#### WORK TO BE COMPLETED:
Determine the count of lines in the data below that include the word "name", and give nothing besides it.

--- START ---

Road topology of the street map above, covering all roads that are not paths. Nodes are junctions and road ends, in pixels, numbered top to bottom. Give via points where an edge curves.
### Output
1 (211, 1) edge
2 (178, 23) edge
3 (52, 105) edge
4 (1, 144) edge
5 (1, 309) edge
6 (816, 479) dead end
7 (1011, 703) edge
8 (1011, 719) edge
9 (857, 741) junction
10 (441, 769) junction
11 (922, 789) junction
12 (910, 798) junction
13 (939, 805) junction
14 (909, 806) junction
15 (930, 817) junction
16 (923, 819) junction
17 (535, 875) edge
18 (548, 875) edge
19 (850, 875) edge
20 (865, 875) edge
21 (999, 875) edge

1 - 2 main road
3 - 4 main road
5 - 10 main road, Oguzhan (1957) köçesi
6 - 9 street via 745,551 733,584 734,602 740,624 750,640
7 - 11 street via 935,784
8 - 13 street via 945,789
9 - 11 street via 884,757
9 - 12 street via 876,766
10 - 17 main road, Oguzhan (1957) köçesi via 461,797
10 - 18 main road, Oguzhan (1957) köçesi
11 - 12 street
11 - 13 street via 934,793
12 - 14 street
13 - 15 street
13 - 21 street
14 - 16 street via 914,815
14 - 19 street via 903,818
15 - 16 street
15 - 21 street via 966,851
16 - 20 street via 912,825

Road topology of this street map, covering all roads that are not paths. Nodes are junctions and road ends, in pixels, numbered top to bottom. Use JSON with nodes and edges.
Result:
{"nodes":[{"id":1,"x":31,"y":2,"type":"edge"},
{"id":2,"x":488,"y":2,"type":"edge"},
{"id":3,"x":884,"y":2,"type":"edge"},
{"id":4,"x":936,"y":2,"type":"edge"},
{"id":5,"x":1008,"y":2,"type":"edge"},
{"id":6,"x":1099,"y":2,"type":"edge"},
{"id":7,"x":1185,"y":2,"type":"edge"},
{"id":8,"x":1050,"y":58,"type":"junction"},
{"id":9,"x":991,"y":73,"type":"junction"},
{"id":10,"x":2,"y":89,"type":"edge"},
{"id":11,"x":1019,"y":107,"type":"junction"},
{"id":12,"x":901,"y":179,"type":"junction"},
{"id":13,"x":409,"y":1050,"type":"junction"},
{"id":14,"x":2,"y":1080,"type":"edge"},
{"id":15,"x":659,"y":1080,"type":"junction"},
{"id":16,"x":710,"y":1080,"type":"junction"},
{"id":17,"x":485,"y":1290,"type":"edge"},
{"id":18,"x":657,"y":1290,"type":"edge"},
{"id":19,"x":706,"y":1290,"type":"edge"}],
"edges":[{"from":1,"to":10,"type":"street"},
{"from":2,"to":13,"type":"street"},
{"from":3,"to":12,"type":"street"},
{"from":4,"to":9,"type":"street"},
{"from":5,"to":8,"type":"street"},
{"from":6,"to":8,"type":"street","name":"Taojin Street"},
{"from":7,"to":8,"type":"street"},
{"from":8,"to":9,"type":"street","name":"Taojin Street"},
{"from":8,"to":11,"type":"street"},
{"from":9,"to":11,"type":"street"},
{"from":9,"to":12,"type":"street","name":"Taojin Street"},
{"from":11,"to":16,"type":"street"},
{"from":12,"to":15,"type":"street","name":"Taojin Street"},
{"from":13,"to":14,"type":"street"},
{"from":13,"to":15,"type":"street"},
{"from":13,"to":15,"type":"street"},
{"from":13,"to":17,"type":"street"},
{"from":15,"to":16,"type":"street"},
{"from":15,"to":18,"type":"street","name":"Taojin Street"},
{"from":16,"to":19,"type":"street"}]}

--- END ---

#### RESULT OF THIS TASK:
5